Among other things that have nursed her — sleep, loved ones, traveling without a tennis racket, The Bachelorette (“I love it”), volunteer work — Andreescu released a children’s book in June. She and her team had thought of it just as the pandemic was creeping in, but she didn’t want to release it until it was the appropriate time.
Bibi’s Got Game: A Story about Tennis, Meditation and a Dog Named Coco tells the story of a young tennis player who learns to cope with an injury and take care of herself in her spare time. If the story sounds familiar, that’s because it’s meant to be.
“I was really able to dig deep into my childhood, which felt like some kind of therapy,” she said. “And I got to see how my team and I all worked on it together, and how the artwork came to life. I’m really, really grateful for how it turned out. And for all the love that I At signings, young kids came up to Andreescu to tell him how much they loved him and how they picked up a racquet because of it.
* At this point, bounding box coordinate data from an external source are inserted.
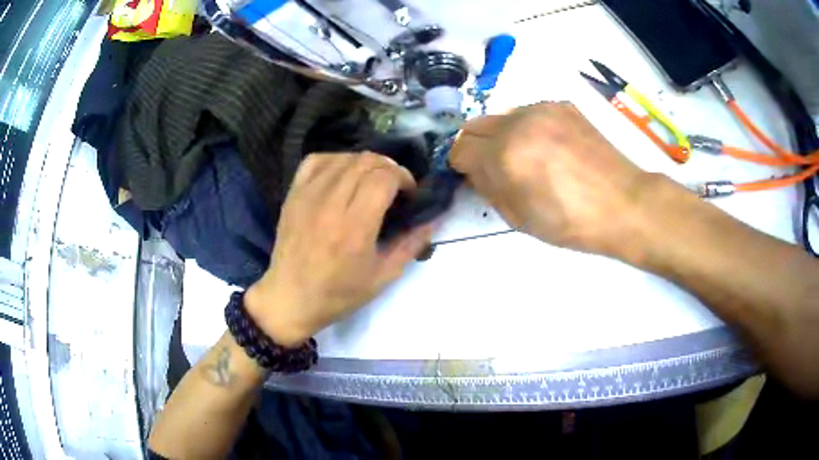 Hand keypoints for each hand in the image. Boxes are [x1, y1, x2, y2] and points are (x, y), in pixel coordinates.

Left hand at [246, 153, 432, 346]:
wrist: (290, 299)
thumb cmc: (338, 294)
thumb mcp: (383, 276)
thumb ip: (411, 244)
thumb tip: (433, 220)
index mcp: (355, 227)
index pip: (384, 178)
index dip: (404, 177)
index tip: (409, 194)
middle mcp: (331, 204)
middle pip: (366, 162)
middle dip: (389, 168)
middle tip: (394, 187)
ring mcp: (308, 196)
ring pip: (344, 157)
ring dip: (365, 163)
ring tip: (370, 181)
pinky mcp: (293, 195)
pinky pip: (316, 160)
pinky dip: (336, 160)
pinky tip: (342, 175)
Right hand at [450, 102, 652, 255]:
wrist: (623, 202)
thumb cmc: (571, 222)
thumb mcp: (520, 218)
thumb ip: (489, 188)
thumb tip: (477, 170)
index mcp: (505, 155)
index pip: (460, 149)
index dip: (461, 165)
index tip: (473, 176)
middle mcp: (519, 123)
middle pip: (475, 125)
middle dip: (477, 147)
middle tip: (494, 167)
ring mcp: (542, 109)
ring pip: (502, 116)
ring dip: (502, 135)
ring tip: (527, 156)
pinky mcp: (562, 105)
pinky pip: (529, 113)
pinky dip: (527, 128)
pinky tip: (549, 147) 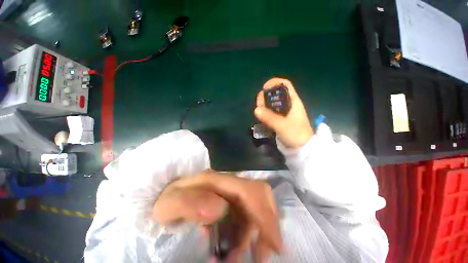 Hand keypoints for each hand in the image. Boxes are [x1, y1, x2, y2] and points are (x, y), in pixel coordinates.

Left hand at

Andreescu picked up her own racket when she was 7 years old. She doesn’t remember ever having a book like the one she wrote, but “Maybe they existed and I just didn’t find them.” She wrote it for a younger audience, but notes that people in their 40s have told her they got something out of it too.
“It makes me so happy. I wanted to do something universal. If I can, you know, just give someone a little insight into how I went through what I went through in my young age , and it helps them, so that was the whole point of it.
Andreescu will face France’s Harmony Tan on Monday in the first round of the US Open, the grand slam tournament where she has lost just once in 11 career matches.
“Obviously I want to win the tournament. But there’s something else that goes with that too, which is the process of all of this. To be able to have fun there. To prepare as best I can. let none of those things define me, even – especially? – mistakes.”